Giornata mondiale del Rifugiato, sul confine di Ventimiglia

Pubblichiamo un intervento di Alessandro Metz, cooperatore sociale: "Ci vediamo sabato a Ventimiglia. Ci vado perché le persone “fermate” a Ventimiglia non possono che continuare a provarci e alla fine è quello che tocca a ognuno di noi, continuare ancora e ancora"


di Alessandro Metz



 



Ventimiglia, quel confine lo conosco, anche se non sono mai riuscito ad attraversarlo.
Tutte le volte che tentavamo di attraversarlo, Schengen veniva sospeso, marce, cariche e botte, blocchi ferroviari e stradali, ma l'europa doveva proteggersi da chi la voleva diversa, migliore.
Oggi quella frontiera è di nuovo chiusa, questa volta l'europa deve difendersi dagli esuberi di questo mondo, poche migliaia di vite bastano a mettere in ginocchio la cultura, la dignità e i diritti dell'europa, solamente chiedendo accoglienza.
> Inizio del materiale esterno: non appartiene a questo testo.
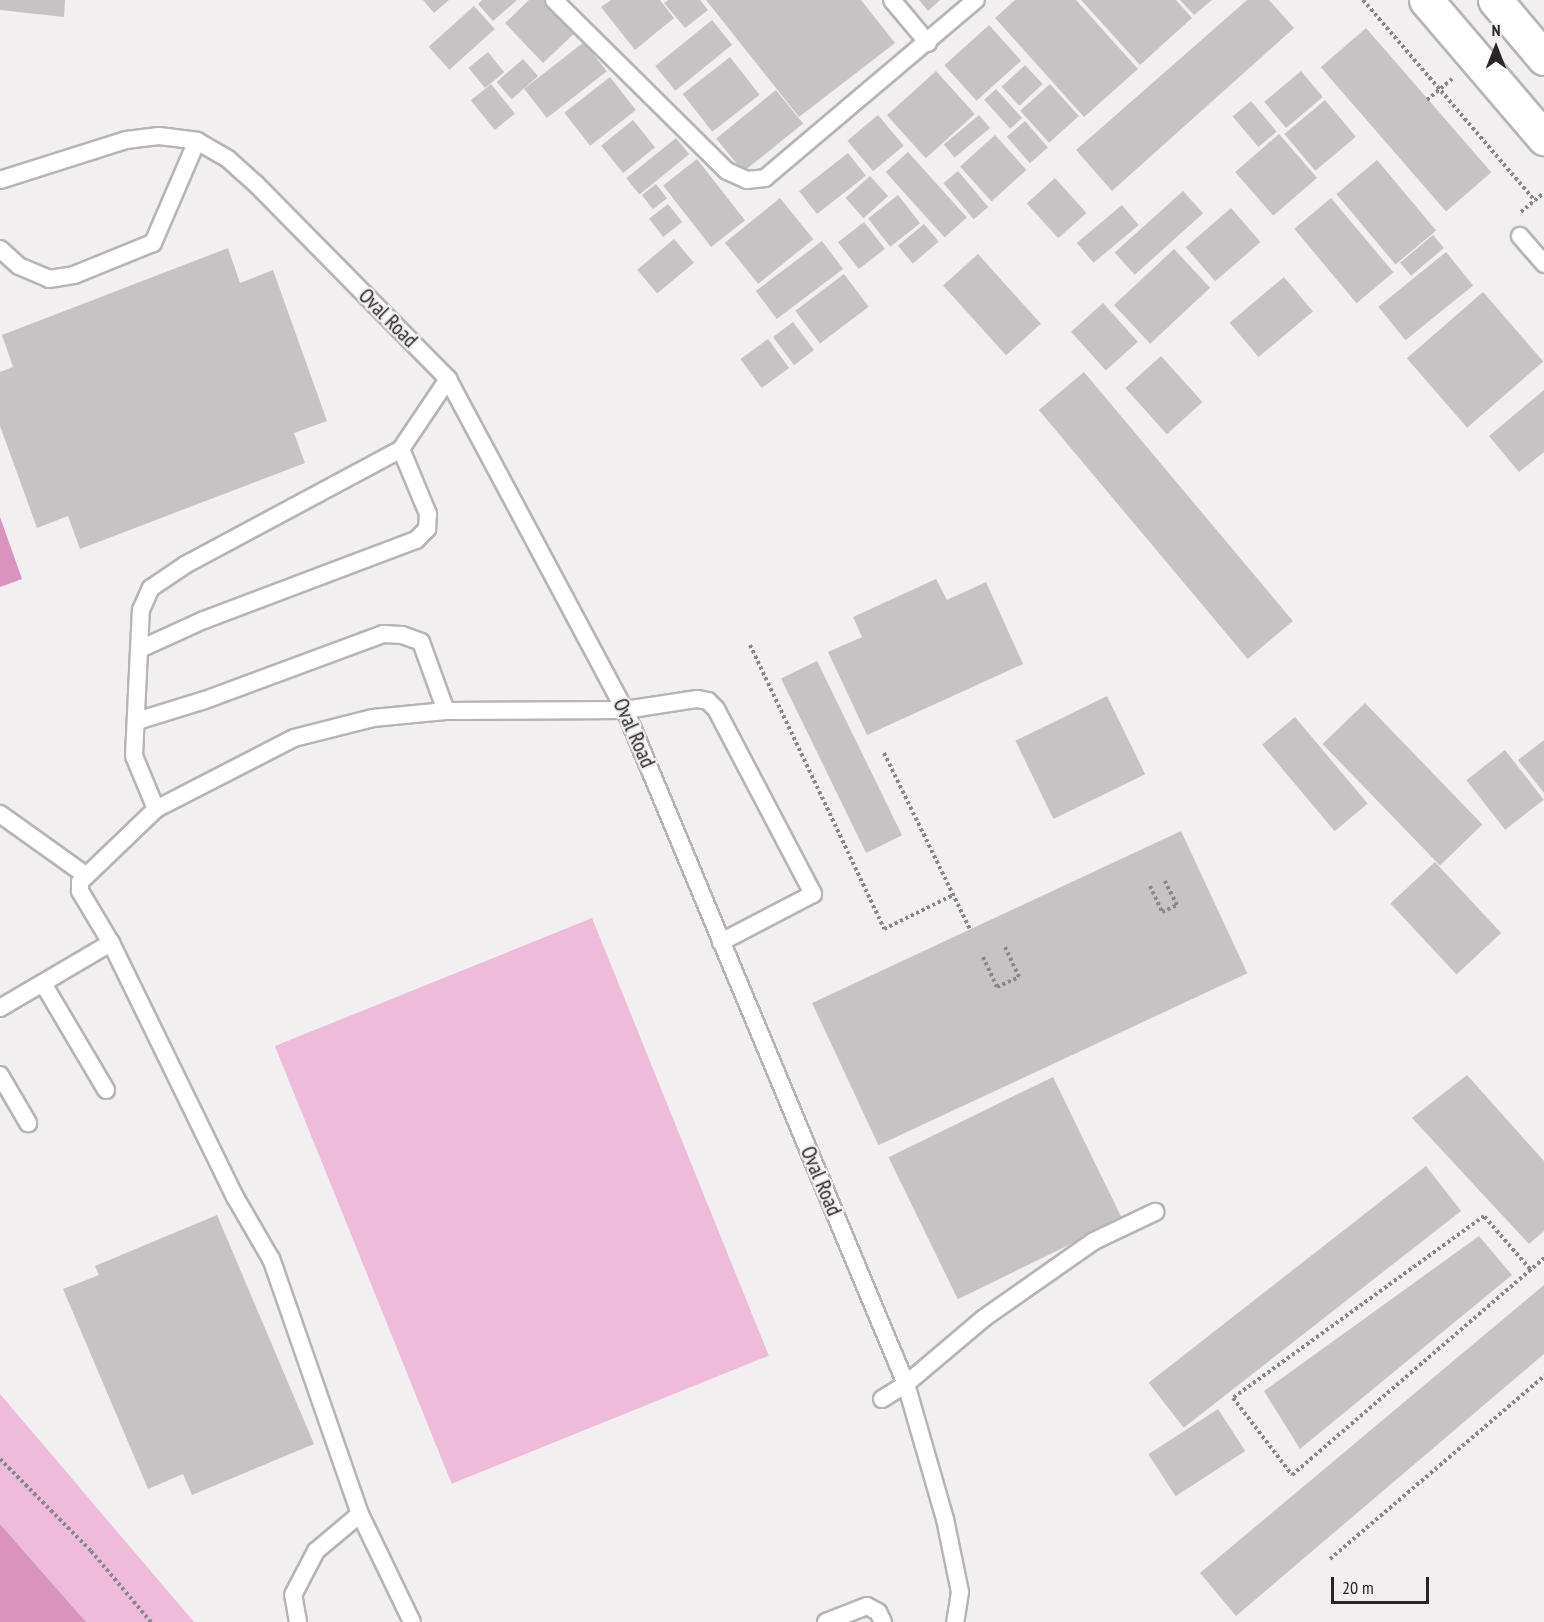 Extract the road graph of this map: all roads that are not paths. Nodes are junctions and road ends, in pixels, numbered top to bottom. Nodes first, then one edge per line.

Il problema è che sono soli, molto più soli di quello che eravamo noi, senza i nostri diritti, senza alternative se non quella di essere obbligati a provarci, a riprovarci e provarci ancora.
Sabato 20 giugno è la giornata mondiale dei profughi, indetta dalle Nazioni Unite per commemorare l'approvazione nel 1951 della Convenzione sui profughi da parte dell'Assemblea generale delle Nazioni Unite. In quasi tutte le città verranno organizzate manifestazioni, eventi e celebrazioni; a Roma una manifestazione nazionale.